How much I have to pay tax with 1000 shares of ulty?
8/20/2025 09:23pm
The tax liability for 1000 shares of ULTY can vary significantly due to its unique dividend structure and tax characteristics. Here's a breakdown:
1. **Dividend Yield and Amount**: ULTY has a trailing 12-month dividend yield of 124.7% as of August 20, 2025. This high yield suggests that the ETF distributes a substantial amount of capital rather than just ordinary income.
2. **Tax Treatment of ULTY**: ULTY's tax treatment is complex and differs from traditional dividend-paying stocks or ETFs:
- **100% ROC**: ULTY is reported as 100% Return of Capital (ROC), which means that prior to returning capital to investors, the ETF distributes all its income as ROC, effectively deferring taxes on the dividend component.
- **No Immediate Tax Liability**: Investors do not pay taxes on the ROC until they sell the shares and realize a gain. At that point, any gains are taxed at ordinary income rates.

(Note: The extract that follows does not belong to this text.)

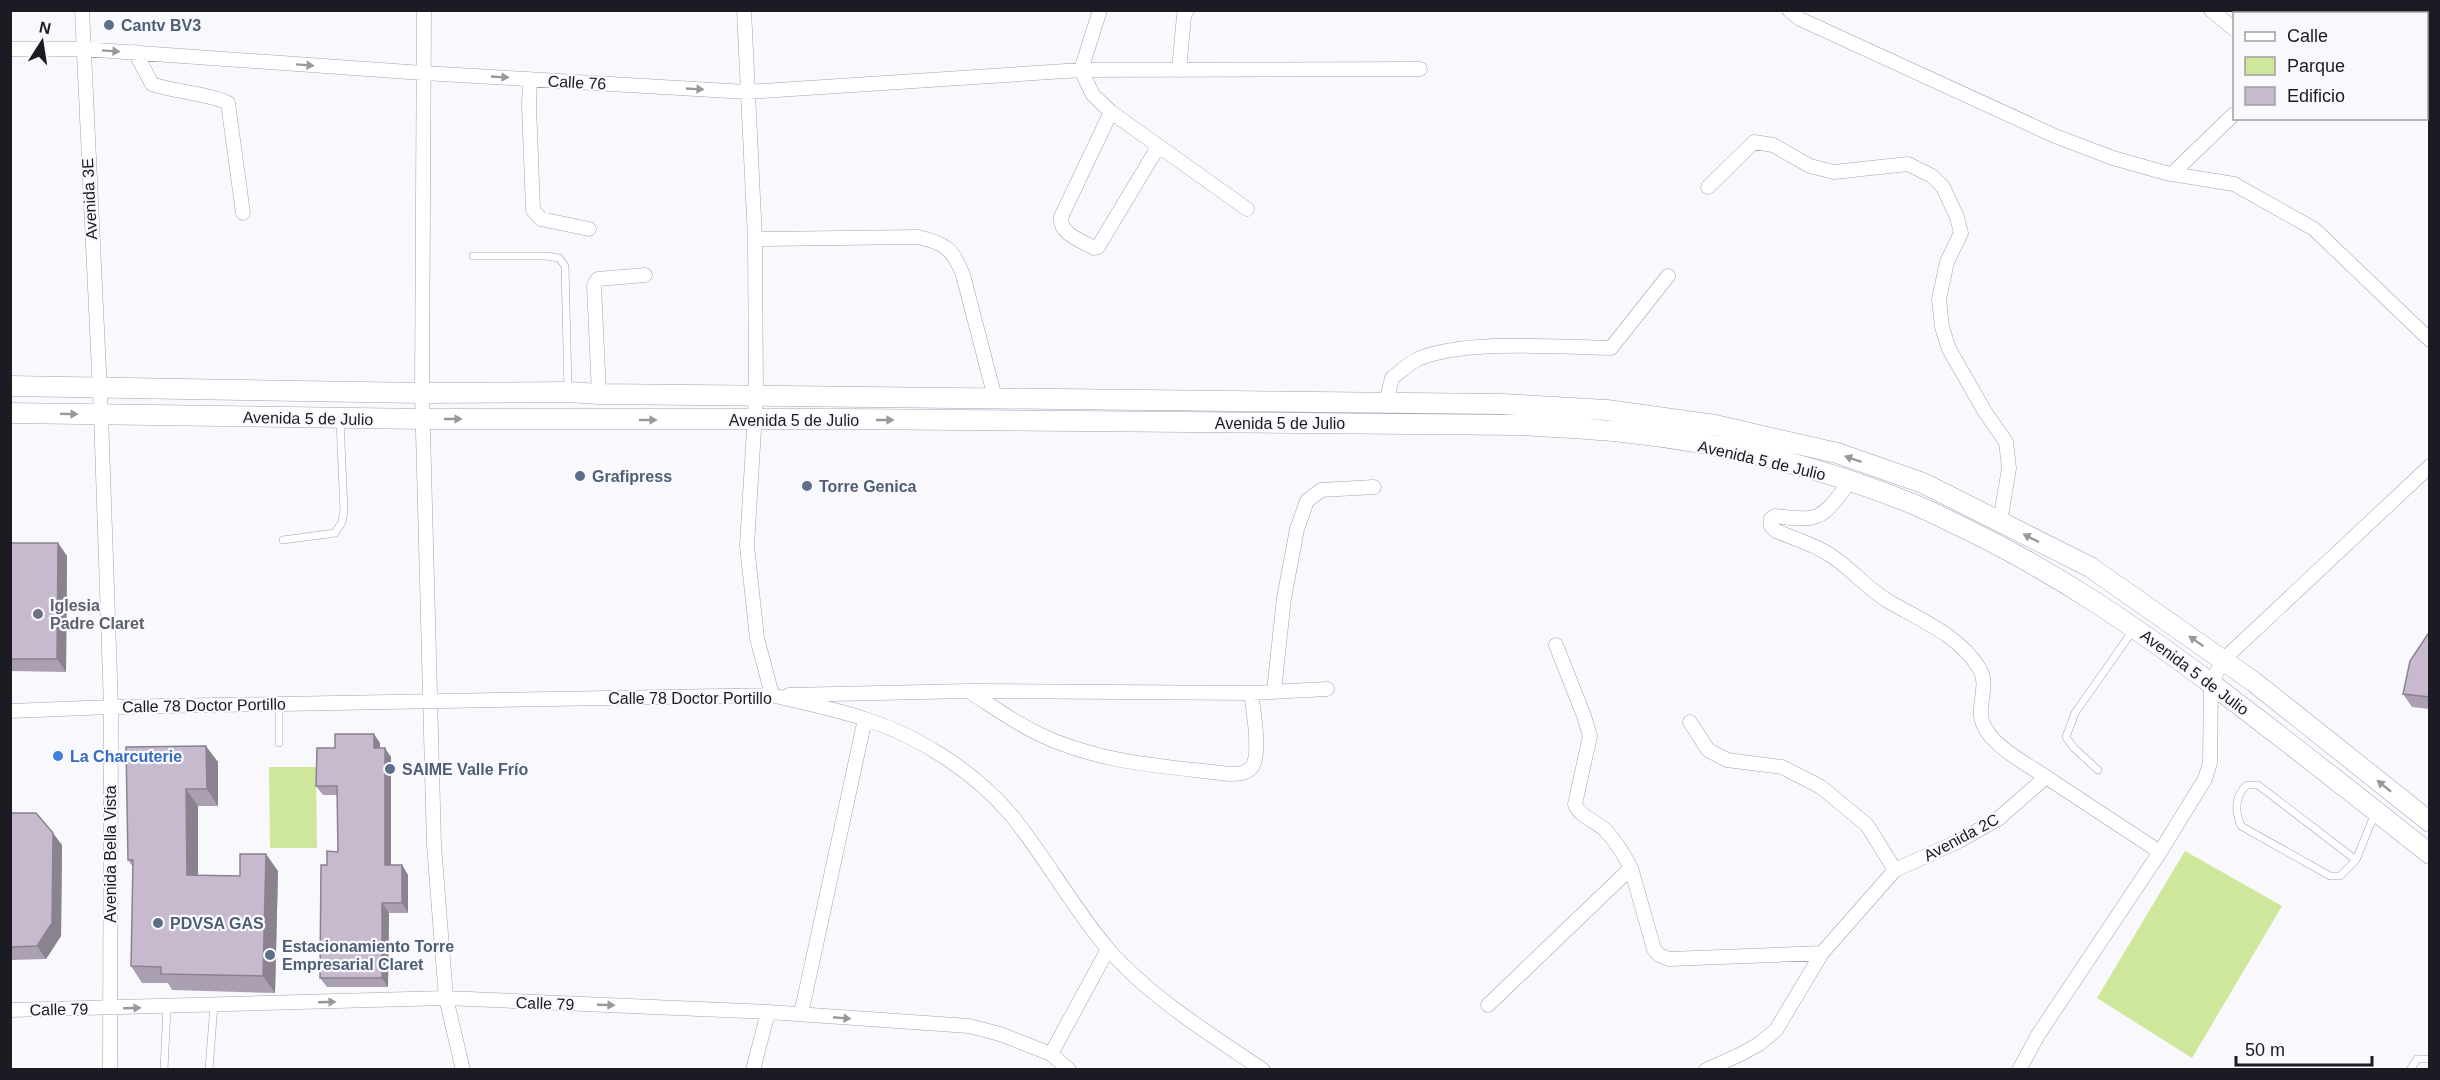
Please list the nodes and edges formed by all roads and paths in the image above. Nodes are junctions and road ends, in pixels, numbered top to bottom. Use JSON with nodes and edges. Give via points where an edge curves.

3. **Investor Considerations**: For an investor holding 1000 shares of ULTY:
- **No Upfront Tax**: There is no immediate tax liability on the dividend component when the shares are held. However, if the investor sells the shares, any gain from the sale is taxed at ordinary income rates.
- **Strategic Selling**: Investors might consider strategically selling ULTY shares after a full return on investment has been realized, as this would trigger only the capital gains tax rate, which is typically lower than ordinary income rates.
In conclusion, while there is no immediate tax liability for holding ULTY shares, investors should be aware of the potential tax implications upon selling the shares or realizing gains from the ETF. The tax treatment of ULTY is more akin to a capital event rather than a traditional dividend income stream.